# EXERCISE AIM
Below are the records. List every line holding the word "lines".

# Collected data entries

........

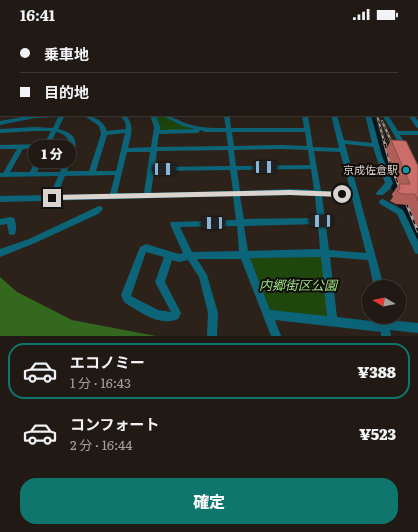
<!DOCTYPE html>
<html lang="ja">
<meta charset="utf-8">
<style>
:root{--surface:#211a14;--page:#29231d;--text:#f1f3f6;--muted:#a2a1a0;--line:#3e3834;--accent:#0f766e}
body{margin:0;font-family:Literata,"Noto Sans JP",serif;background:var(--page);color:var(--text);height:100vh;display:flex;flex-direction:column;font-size:15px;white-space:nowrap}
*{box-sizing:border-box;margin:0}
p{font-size:13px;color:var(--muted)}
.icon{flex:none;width:22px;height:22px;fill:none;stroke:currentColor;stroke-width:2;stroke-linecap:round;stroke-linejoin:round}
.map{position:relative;height:308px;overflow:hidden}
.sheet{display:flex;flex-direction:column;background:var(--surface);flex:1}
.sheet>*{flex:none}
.top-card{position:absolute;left:0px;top:0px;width:418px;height:88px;box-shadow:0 4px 16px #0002,0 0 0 1px var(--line);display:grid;align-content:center;height:88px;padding:0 20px;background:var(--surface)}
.needle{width:26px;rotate:280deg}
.tools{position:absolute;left:362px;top:252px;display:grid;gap:8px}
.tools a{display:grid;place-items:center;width:44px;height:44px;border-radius:50%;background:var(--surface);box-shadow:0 4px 16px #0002,0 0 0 1px var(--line);font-size:20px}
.end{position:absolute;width:18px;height:18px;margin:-9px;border:5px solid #dad3ce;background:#111;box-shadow:0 0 0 2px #111}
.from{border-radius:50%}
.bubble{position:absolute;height:28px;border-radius:14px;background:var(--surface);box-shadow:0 4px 16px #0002,0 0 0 1px var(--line);font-size:13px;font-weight:800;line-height:28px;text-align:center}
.car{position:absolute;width:12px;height:24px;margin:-12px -6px;border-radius:5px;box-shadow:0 0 3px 1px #0007;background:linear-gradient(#222 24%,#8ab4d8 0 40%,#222 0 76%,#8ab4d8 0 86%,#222 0)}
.top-card b{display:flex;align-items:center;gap:14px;height:38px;font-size:15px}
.top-card b+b{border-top:1px solid var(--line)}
.top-card i{width:10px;height:10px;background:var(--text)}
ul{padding:7px 0 0;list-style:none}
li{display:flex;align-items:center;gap:12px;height:56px;margin:0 8px 6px;padding:0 12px;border:2px solid transparent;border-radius:16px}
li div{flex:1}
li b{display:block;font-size:15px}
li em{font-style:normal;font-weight:800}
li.active{border-color:var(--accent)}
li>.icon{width:36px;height:36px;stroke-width:1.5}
.action{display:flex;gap:8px;margin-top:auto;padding:8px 20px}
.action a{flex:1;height:46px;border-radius:16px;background:var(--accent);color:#fff;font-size:16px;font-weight:800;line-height:46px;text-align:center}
.status{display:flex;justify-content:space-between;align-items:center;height:28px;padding:0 20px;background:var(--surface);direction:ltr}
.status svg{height:11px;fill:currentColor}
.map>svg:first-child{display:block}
.green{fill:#1e460d}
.forest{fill:#33681e}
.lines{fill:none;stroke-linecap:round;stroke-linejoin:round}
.river{fill:#06151b;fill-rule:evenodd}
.minor{fill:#0c6478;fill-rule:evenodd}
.rail-far2-casing{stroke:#a8a09a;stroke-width:2}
.rail-far1-casing{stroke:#a8a09a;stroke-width:3}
.rail-casing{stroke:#a8a09a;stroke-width:3.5}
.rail-far2{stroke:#110c09;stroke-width:1;stroke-dasharray:3;stroke-linecap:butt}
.rail-far1{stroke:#110c09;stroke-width:1.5;stroke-dasharray:4.5;stroke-linecap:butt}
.rail{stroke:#110c09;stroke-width:2;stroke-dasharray:6;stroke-linecap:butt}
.wall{fill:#af5e59}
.building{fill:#cb6d68;stroke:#8e4c49}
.route{fill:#dad3ce}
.culture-dot{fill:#0f9aa8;stroke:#110c09;stroke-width:1.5}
.labels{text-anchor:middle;stroke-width:4;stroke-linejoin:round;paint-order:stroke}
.poi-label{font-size:11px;fill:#dad3ce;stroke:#110c09;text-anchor:end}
.near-park-label{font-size:13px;font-style:italic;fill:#9ae482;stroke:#110c09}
</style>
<div class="status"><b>16:41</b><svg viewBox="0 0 49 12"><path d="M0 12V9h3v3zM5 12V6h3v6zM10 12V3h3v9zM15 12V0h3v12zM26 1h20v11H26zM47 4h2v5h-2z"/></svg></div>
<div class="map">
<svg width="418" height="308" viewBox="0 0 418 308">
<rect width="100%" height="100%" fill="#2c221a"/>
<path class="green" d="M0,0H254V1H1L0,18Z
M155,87H162L195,102H158L157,90Z
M321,227L325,230L327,291L270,283L249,228Z"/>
<path class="forest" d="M0,249L17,264L72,292L156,308H0Z"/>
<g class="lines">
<path class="river" d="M366,87H374L387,130L418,199V215L414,214L413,211L379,130Z"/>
<path class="minor" d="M270,0H274V1H270Z
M304,0H308L309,1H305Z
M343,0H347L348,1H344Z
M417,2H418V4H417Z
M417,82H418V86H417Z
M32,87H65L58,101C86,107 74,126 67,143H89L101,106L99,98L83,87C93,87 104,93 107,103L126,101L125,94L120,87H126C135,99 131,106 128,120L151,119L154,99L150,87H156L160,99V102L195,101L183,98L161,87C172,87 178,93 188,96C200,100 212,100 226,100L224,89L219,87H257L254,89H230L231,100H304L302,87H308L313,119L339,120L331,87H337L344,112L372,115L365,87H371L382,128L393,155L390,161L383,167H377L376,165L385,155L373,119L345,116L384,259H374L368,232L330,229L337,289L380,294L379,289H389V292L418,295V305L390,302L391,308H381V304L275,292L281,308H271L241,231H197L207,247L218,285L217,308H207L208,285L199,249L188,232L179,234L172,232L165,254L181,285L178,291C159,299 140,284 124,274L121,267L140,219L146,216L179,226L183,225L170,196L171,194L236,192L233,168L0,174V168L50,167L58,148L0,149V145H3L17,121H0V117L44,116L51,103H35L0,105V101L35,99L53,100L58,89L35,90L0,97V93ZM200,102L205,104H226L228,118L157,119L159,106L197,105L199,104ZM56,104C65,106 69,110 70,119L49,120ZM232,104H305L307,118L282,117L234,118ZM125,105L116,143H96L107,107ZM42,120L30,144H10L23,121ZM282,121L308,122L310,137L236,138L234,122ZM228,122L230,138L155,139L157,123ZM68,123L60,144H37L47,124ZM314,123L340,124L351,164L321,163ZM127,124H150L144,165H117ZM311,141L314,162L290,161L240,163L237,142ZM230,142L233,163L151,165L154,143ZM115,147L110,166L57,167L65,148ZM290,167L315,168L317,190L244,191L240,168ZM322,168L352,170L366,225L329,222ZM318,196L320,221L248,223L244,198ZM237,198L239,223L192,224L180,199ZM146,224L164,229L155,254L171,284L158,282L131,268ZM321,229L327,288L270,282L250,230Z
M382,87H388L398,103H418V107H400L407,119L406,120H402Z
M408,87H414L418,93V100L416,99Z
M383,171L403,182L418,213V226L415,225L397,186L380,176L379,174L380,172Z
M99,178L102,179L103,181L98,186L35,215L0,229V221L29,211Z
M11,189L14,190C16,194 17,202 15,206L12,207L9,206L7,196L0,197V191Z"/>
<defs>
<path id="rail-far2" d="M377,87L385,117
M382,93L393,117"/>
<path id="rail-far1" d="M385,116L391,138L417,201
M392,116L395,122"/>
<path id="rail" d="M417,200L418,203"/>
</defs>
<use href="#rail-far2" class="rail-far2-casing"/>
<use href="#rail-far1" class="rail-far1-casing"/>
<use href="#rail" class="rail-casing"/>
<use href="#rail-far2" class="rail-far2"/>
<use href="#rail-far1" class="rail-far1"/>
<use href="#rail" class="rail"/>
</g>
<path class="wall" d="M391,112L418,138V199L408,177L396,176L390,173L393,169L392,166L399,156L386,122Z"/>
<path class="building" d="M391,112L406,113L418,138V173L415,166H402L397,163L400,161L399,156H410Z"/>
<path class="route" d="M290,162L342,164L346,166L342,169L290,167L52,172L49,170L52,167Z"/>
<circle class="culture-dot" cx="406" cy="142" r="4"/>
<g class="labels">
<g class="poi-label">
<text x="398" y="146">京成佐倉駅</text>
</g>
<g class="near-park-label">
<text x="298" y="262">内郷街区公園</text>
</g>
</g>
</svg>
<div class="tools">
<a><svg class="needle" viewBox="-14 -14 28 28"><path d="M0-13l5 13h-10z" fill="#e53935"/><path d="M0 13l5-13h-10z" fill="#a2a1a0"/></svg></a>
</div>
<i class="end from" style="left:342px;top:166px"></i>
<i class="end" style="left:52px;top:170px"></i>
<div class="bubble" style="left:28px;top:112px;width:48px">1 分</div>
<i class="car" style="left:265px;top:139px;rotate:89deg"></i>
<i class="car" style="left:164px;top:141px;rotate:89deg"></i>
<i class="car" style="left:321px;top:193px;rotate:269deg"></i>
<i class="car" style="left:213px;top:195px;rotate:269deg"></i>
<div class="top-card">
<b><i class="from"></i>乗車地</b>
<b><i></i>目的地</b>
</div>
</div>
<section class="sheet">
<ul>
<li class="active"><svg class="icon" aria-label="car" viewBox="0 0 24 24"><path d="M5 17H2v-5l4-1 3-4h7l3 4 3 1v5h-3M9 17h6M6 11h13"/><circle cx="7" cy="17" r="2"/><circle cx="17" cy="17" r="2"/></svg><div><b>エコノミー</b><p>1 分 · 16:43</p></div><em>¥388</em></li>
<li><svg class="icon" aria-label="car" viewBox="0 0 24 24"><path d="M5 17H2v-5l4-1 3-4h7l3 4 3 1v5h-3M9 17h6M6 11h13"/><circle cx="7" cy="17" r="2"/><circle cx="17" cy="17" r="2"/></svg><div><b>コンフォート</b><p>2 分 · 16:44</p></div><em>¥523</em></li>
</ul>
<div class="action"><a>確定</a></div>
</section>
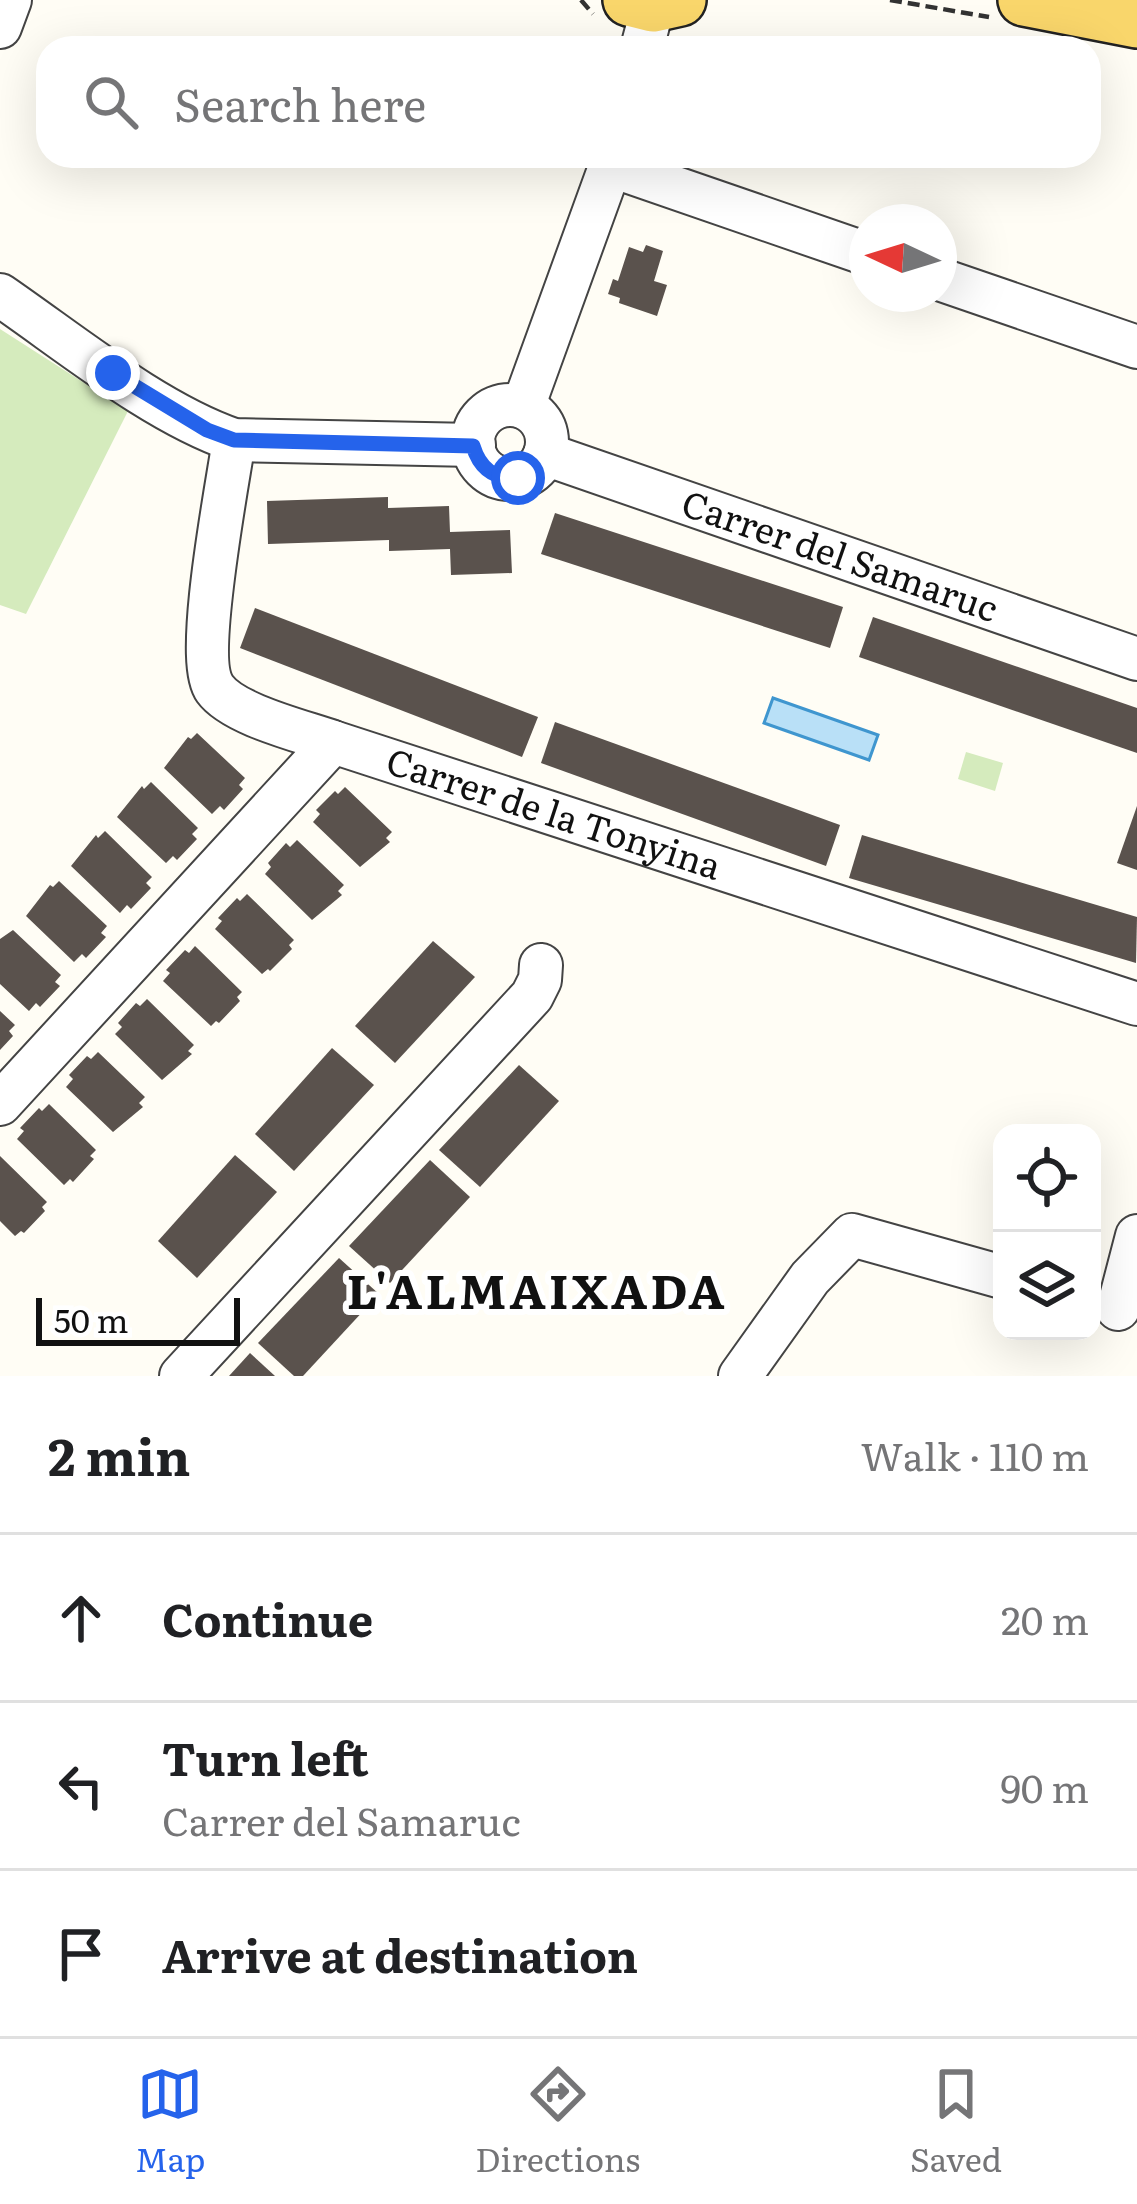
<!DOCTYPE html>
<meta charset="utf-8">
<style>
:root{--surface:#fff;--page:#f6f6f6;--text:#202124;--muted:#757577;--line:#e0e0e0;--accent:#2563eb}
body{margin:0;font-family:Literata,serif;background:var(--page);color:var(--text)}
.controls{position:absolute;right:36px;bottom:36px;display:grid;overflow:hidden;border-radius:24px;box-shadow:0 12px 48px #0002}
.controls button{width:108px;height:108px;display:grid;place-items:center;padding:0;border:0;border-bottom:3px solid var(--line);background:var(--surface);color:var(--text);font:60px sans-serif}
.compass{position:absolute;left:849px;top:204px;width:108px;height:108px;border-radius:50%;background:var(--surface);box-shadow:0 12px 48px #0002;rotate:274deg}
.scale{position:absolute;left:36px;bottom:30px;width:204px;box-sizing:border-box;padding-left:12px;border:6px solid #111;border-top:0;font-size:33px;line-height:42px;white-space:nowrap;color:#111;-webkit-text-stroke:9px #fff;paint-order:stroke}
.stop{position:absolute;width:36px;height:36px;margin:-27px;border:9px solid #2563eb;border-radius:50%;background:#fff}
.stop.end{background:#2563eb;border-color:#fff;box-shadow:0 3px 12px #0008}
.list{margin:0;padding:0;list-style:none}
h2{display:flex;justify-content:space-between;align-items:center;height:156px;margin:0;padding:0 48px;font-size:51px}
h2 small{font-size:39px;font-weight:400;color:var(--muted)}
.list li{display:grid;grid-template-columns:78px 1fr auto;gap:36px;align-items:center;box-sizing:border-box;height:168px;padding:0 48px;border-top:3px solid var(--line)}
.list b{display:block;font-size:45px;white-space:nowrap}
.list p{margin:0;font-size:39px;white-space:nowrap;color:var(--muted)}
.list em{font-size:39px;font-style:normal;color:var(--muted)}
.icon{flex:none;width:66px;height:66px;fill:none;stroke:currentColor;stroke-width:2;stroke-linecap:round;stroke-linejoin:round}
.map{position:relative;flex:none;width:1137px;height:1376px;overflow:hidden}
.search{position:absolute;background:var(--surface);box-shadow:0 12px 48px #0002;left:36px;right:36px;top:36px;height:132px;display:flex;align-items:center;gap:30px;box-sizing:border-box;padding:0 42px;border-radius:36px;color:var(--muted);font-size:45px}
.sheet{height:660px;background:var(--surface)}
nav{display:flex;justify-content:space-around;align-items:center;box-sizing:border-box;height:168px;border-top:3px solid var(--line);background:var(--surface);font-size:33px;color:var(--muted)}
nav a{display:grid;justify-items:center;gap:6px}
nav .on{color:var(--accent)}
.map>svg:first-child{display:block}
</style>
<div class="map">
<svg width="1137" height="1376" viewBox="0 0 1137 1376">
<rect width="100%" height="100%" fill="#fffdf5"/>
<g fill="#d5ebbd">
<polygon points="0,329 128,411 26,614 0,605"/>
<polygon points="966,752 1003,763 995,791 958,779"/>
</g>
<polygon fill="#b9e0f7" stroke="#3f96cf" stroke-width="3" points="773,698 878,735 869,760 764,723"/>
<g fill="#5a524d">
<polygon points="646,245 663,251 654,281 667,285 657,316 619,303 620,298 608,294 613,279 618,281 629,247 643,252"/>
<polygon points="388,497 388,508 449,506 450,532 510,530 512,573 451,575 450,549 389,551 389,540 268,544 267,501"/>
<polygon points="555,513 843,607 830,648 541,554"/>
<polygon points="255,608 538,717 522,757 240,648"/>
<polygon points="873,617 1137,708 1137,753 859,657"/>
<polygon points="555,722 840,825 826,866 541,763"/>
<polygon points="197,733 245,778 239,785 243,789 224,810 220,806 212,814 164,768 188,737 191,739"/>
<polygon points="151,782 198,828 192,834 197,839 177,860 173,856 166,863 117,817 142,786 144,789"/>
<polygon points="345,787 392,832 386,838 390,842 360,867 313,822 320,814 316,810 335,791 338,794"/>
<polygon points="1137,806 1137,870 1117,863"/>
<polygon points="105,831 152,877 146,883 151,888 131,909 127,905 120,913 71,866 96,835 98,838"/>
<polygon points="862,835 1137,917 1136,963 849,878"/>
<polygon points="297,840 344,885 338,891 342,895 312,920 265,874 271,867 268,863 286,843 290,847"/>
<polygon points="59,881 107,926 101,933 106,937 86,958 82,954 74,962 26,916 50,885 53,887"/>
<polygon points="247,894 294,940 289,945 292,949 270,971 268,969 262,974 215,929 222,921 218,918 237,898 240,901"/>
<polygon points="13,930 61,975 55,982 60,986 40,1007 36,1003 29,1011 0,984 0,939"/>
<polygon points="433,941 475,977 395,1063 355,1026"/>
<polygon points="195,946 242,992 237,997 240,1001 219,1023 216,1021 211,1026 163,981 170,973 166,970 185,950 189,953"/>
<polygon points="147,999 194,1045 188,1051 192,1054 162,1080 115,1034 122,1027 118,1023 136,1003 140,1006"/>
<polygon points="0,1011 15,1025 9,1031 13,1036 0,1050"/>
<polygon points="332,1048 374,1085 294,1171 255,1134"/>
<polygon points="98,1052 145,1097 139,1103 143,1107 113,1132 66,1087 73,1079 69,1075 87,1056 91,1059"/>
<polygon points="519,1065 559,1101 480,1187 439,1150"/>
<polygon points="49,1104 96,1150 90,1156 94,1159 73,1182 70,1179 64,1185 17,1139 24,1131 20,1128 39,1108 42,1111"/>
<polygon points="235,1155 277,1192 197,1278 158,1241"/>
<polygon points="0,1156 47,1202 42,1207 45,1211 24,1233 21,1231 15,1236 0,1221"/>
<polygon points="430,1160 470,1197 390,1283 349,1246"/>
<polygon points="339,1258 379,1294 303,1376 294,1376 258,1343"/>
<polygon points="250,1353 275,1376 229,1376"/>
</g>
<g fill="none" stroke-linecap="round" stroke-linejoin="round">
<g stroke="#444" stroke-width="46">
<g id="minor">
<polyline points="0,27 10,0"/>
<polyline points="642,48 653,6"/>
<polyline points="612,166 867,254"/>
<polyline points="939,279 1137,347"/>
<path d="M0 295C70 343 155 413 234 440L474 445"/>
<circle cx="510" cy="442" r="37"/>
<polyline points="523,407 614,156"/>
<path id="s1" d="M234 440C228 482 193 659 215 689 234 715 302 731 333 742L1137 1004"/>
<path id="s2" d="M545 454 1137 659"/>
<polyline points="0,1104 333,742"/>
<polyline points="1118,1309 1137,1236"/>
<polyline points="181,1376 532,996 540,980 541,965"/>
<polyline points="740,1376 810,1278 852,1235 1002,1277"/>
</g>
</g>
<g stroke="#222" stroke-width="56">
<g id="major">
<polyline points="629,0 653,6 680,0"/>
<polyline points="1024,0 1137,22"/>
</g>
</g>
<g stroke="#333" stroke-width="4.5" stroke-dasharray="12 6" stroke-linecap="butt">
<polyline points="581,0 593,14"/>
<polyline points="890,0 989,17"/>
</g>
<use href="#minor" stroke="#fff" stroke-width="42"/>
<use href="#major" stroke="#f9d66b" stroke-width="51"/>
</g>
<g fill="none" stroke-linecap="round" stroke-linejoin="round">
<path stroke="#2563eb" stroke-width="15" d="M113 373 207 430 234 440 473 446C480 469 494 479 518 478"/>
</g>
<g text-anchor="middle" stroke-width="12" stroke-linejoin="round" paint-order="stroke">
<g font-size="36" fill="#111" stroke="#fff">
<text dy="13" stroke="none"><textPath href="#s2" startOffset="312">Carrer del Samaruc</textPath></text>
<text dy="13" stroke="none"><textPath href="#s1" startOffset="615">Carrer de la Tonyina</textPath></text>
</g>
<g font-size="48" font-weight="bold" letter-spacing="3" fill="#111" stroke="#fff">
<text x="537" y="1309">L'ALMAIXADA</text>
</g>
</g>
</svg>
<div class="controls">
<button><svg class="icon" aria-label="locate" viewBox="0 0 24 24"><circle cx="12" cy="12" r="6"/><path d="M12 2v4M12 18v4M2 12h4M18 12h4"/></svg></button>
<button><svg class="icon" aria-label="layers" viewBox="0 0 24 24"><path d="M12 4l9 5-9 5-9-5zM3 14l9 5 9-5"/></svg></button>
</div>
<svg class="compass" viewBox="-18 -18 36 36"><path d="M0-13l5 13h-10z" fill="#e53935"/><path d="M0 13l5-13h-10z" fill="#757577"/></svg>
<div class="scale">50 m</div>
<div class="stop" style="left:518px;top:478px"></div>
<div class="stop end" style="left:113px;top:373px"></div>
<div class="search"><svg class="icon" aria-label="search" viewBox="0 0 24 24"><circle cx="10" cy="10" r="6"/><path d="M15 15l6 6"/></svg>Search here</div>
</div>
<section class="sheet">
<h2>2 min<small>Walk · 110 m</small></h2>
<ul class="list">
<li><svg class="icon" aria-label="ahead" viewBox="0 0 24 24"><path d="M12 20V5M6 11l6-6 6 6"/></svg><div><b>Continue</b></div><em>20 m</em></li>
<li><svg class="icon" aria-label="left" viewBox="0 0 24 24"><path d="M17 20v-9H6M10 6l-5 5 5 5"/></svg><div><b>Turn left</b><p>Carrer del Samaruc</p></div><em>90 m</em></li>
<li><svg class="icon" aria-label="arrive" viewBox="0 0 24 24"><path d="M6 21V4h12l-3 4 3 4H6"/></svg><div><b>Arrive at destination</b></div></li>
</ul>
</section>
<nav>
<a class="on"><svg class="icon" aria-label="map" viewBox="0 0 24 24"><path d="M3 6l6-2 6 2 6-2v14l-6 2-6-2-6 2zM9 4v14M15 6v14"/></svg>Map</a>
<a><svg class="icon" aria-label="directions" viewBox="0 0 24 24"><path d="M12 3l9 9-9 9-9-9zM9 14v-3h6M13 9l2 2-2 2"/></svg>Directions</a>
<a><svg class="icon" aria-label="saved" viewBox="0 0 24 24"><path d="M7 4h10v16l-5-4-5 4z"/></svg>Saved</a>
</nav>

........

# WRITTEN SOLUTION
.lines{fill:none;stroke-linecap:round;stroke-linejoin:round}
<g class="lines">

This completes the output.